Where does the string "dead" occur in the entries below? Copy every line where it does.

§

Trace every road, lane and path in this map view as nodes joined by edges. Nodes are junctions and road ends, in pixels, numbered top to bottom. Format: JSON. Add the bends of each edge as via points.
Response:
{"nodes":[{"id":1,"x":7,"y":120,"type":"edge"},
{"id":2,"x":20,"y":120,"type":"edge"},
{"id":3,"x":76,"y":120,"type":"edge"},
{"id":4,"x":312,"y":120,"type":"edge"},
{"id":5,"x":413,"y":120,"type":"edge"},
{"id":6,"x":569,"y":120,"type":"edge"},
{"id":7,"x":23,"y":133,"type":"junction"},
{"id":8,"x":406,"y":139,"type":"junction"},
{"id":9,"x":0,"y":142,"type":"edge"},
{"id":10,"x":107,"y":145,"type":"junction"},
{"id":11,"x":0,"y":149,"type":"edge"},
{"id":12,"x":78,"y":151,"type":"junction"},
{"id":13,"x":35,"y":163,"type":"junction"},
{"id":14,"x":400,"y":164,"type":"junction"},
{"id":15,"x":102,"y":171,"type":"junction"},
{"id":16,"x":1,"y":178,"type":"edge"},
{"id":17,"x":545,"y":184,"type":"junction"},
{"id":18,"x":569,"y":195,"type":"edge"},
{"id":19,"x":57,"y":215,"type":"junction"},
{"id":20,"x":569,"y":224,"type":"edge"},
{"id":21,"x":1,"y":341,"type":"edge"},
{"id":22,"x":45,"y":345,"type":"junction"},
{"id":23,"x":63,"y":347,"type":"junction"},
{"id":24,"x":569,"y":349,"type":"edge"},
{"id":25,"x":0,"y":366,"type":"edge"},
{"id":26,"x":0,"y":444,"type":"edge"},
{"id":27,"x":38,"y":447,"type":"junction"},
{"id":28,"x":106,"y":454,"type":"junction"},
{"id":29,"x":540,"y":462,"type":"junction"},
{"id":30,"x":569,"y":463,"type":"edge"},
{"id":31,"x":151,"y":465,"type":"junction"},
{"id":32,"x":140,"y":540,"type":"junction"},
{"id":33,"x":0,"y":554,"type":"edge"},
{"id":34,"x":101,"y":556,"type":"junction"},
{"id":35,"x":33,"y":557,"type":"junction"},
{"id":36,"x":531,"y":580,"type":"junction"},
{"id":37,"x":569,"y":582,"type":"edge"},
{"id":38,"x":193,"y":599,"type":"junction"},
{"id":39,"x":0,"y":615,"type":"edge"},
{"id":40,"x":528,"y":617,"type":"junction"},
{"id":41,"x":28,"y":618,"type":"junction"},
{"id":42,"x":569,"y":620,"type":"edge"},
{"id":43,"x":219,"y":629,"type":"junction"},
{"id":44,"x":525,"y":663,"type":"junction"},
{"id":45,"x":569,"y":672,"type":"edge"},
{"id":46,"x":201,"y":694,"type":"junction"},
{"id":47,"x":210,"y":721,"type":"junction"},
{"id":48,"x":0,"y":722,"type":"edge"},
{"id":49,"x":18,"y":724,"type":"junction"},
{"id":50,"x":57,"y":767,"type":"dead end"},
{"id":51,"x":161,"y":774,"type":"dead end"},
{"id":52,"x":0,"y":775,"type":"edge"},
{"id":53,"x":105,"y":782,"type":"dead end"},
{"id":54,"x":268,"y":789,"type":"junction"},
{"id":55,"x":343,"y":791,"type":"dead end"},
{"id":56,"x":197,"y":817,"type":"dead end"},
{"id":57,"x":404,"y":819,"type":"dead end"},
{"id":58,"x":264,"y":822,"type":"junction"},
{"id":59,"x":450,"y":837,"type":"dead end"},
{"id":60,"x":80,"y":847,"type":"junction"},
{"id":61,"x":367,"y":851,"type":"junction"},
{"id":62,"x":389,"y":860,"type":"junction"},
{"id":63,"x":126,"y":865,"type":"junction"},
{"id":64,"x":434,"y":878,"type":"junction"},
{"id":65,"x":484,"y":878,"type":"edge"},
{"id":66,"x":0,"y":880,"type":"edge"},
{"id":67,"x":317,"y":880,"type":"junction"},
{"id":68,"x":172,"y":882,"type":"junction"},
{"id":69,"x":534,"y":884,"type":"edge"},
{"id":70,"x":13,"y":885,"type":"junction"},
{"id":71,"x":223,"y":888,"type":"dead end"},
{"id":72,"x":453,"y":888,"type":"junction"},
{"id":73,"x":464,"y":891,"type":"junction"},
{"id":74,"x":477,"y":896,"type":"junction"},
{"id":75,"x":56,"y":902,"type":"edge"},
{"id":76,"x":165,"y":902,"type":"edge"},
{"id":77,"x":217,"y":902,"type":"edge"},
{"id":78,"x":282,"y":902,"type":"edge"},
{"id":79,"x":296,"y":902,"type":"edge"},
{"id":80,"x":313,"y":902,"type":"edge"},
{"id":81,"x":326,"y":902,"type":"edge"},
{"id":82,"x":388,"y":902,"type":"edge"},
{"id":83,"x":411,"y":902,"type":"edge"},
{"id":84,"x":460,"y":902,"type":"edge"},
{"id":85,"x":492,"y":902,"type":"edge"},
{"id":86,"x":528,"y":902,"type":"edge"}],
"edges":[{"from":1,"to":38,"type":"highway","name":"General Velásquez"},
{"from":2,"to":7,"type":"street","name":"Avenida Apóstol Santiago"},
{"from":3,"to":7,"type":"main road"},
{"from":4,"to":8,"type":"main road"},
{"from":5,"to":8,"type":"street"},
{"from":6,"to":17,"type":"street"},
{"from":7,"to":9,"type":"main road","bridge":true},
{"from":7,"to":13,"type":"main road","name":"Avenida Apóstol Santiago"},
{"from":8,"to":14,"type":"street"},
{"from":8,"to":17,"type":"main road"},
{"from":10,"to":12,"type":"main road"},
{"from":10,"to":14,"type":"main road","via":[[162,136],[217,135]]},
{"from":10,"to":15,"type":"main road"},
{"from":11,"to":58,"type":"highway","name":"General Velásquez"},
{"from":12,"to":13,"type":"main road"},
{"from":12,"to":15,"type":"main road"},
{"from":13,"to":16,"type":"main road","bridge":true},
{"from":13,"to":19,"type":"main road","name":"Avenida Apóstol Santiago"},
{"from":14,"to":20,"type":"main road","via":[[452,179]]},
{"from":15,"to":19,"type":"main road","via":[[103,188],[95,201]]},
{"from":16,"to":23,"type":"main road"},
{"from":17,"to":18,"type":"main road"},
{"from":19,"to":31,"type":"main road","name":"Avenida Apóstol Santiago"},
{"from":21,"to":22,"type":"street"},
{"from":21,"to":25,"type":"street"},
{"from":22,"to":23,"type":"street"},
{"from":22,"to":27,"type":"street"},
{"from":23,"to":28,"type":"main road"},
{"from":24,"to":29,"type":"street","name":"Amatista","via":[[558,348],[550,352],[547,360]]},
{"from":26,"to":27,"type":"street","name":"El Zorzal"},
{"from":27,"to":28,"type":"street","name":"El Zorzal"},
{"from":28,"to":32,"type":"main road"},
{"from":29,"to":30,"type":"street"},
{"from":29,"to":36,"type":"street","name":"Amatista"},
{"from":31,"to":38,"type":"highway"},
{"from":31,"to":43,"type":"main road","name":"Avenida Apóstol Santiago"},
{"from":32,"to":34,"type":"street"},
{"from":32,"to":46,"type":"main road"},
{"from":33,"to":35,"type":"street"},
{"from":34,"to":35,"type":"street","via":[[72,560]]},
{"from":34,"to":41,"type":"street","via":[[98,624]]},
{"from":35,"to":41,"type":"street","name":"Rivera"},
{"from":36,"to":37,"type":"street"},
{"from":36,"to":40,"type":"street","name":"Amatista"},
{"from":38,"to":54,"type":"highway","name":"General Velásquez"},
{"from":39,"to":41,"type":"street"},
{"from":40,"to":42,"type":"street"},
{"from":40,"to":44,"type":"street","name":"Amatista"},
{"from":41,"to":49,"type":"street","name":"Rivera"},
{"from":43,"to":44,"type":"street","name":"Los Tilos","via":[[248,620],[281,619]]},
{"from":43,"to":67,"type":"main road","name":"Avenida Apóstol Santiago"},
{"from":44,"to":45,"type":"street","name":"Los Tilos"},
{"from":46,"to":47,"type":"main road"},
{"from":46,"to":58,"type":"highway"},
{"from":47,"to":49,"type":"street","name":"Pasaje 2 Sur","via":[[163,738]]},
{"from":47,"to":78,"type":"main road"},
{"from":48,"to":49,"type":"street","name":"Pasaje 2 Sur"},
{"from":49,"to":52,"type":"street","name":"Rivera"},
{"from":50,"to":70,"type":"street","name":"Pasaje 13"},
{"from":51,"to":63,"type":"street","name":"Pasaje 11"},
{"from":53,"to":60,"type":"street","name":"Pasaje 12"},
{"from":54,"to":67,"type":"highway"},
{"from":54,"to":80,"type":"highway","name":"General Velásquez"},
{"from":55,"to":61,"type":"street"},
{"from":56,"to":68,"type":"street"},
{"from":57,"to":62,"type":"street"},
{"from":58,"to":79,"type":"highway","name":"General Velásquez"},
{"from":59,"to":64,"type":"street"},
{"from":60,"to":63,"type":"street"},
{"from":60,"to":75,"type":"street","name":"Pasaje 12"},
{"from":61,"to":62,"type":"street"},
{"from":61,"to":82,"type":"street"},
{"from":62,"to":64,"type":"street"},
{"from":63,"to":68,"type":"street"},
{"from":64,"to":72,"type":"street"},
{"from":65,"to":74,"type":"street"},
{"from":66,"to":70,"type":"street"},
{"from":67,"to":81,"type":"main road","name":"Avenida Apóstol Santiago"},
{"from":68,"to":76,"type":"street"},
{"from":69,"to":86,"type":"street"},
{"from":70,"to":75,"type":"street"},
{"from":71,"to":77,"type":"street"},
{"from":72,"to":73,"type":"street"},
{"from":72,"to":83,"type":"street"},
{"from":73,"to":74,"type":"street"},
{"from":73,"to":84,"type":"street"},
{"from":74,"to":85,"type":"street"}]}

§

_ANSWER SECTION_
{"id":50,"x":57,"y":767,"type":"dead end"},
{"id":51,"x":161,"y":774,"type":"dead end"},
{"id":53,"x":105,"y":782,"type":"dead end"},
{"id":55,"x":343,"y":791,"type":"dead end"},
{"id":56,"x":197,"y":817,"type":"dead end"},
{"id":57,"x":404,"y":819,"type":"dead end"},
{"id":59,"x":450,"y":837,"type":"dead end"},
{"id":71,"x":223,"y":888,"type":"dead end"},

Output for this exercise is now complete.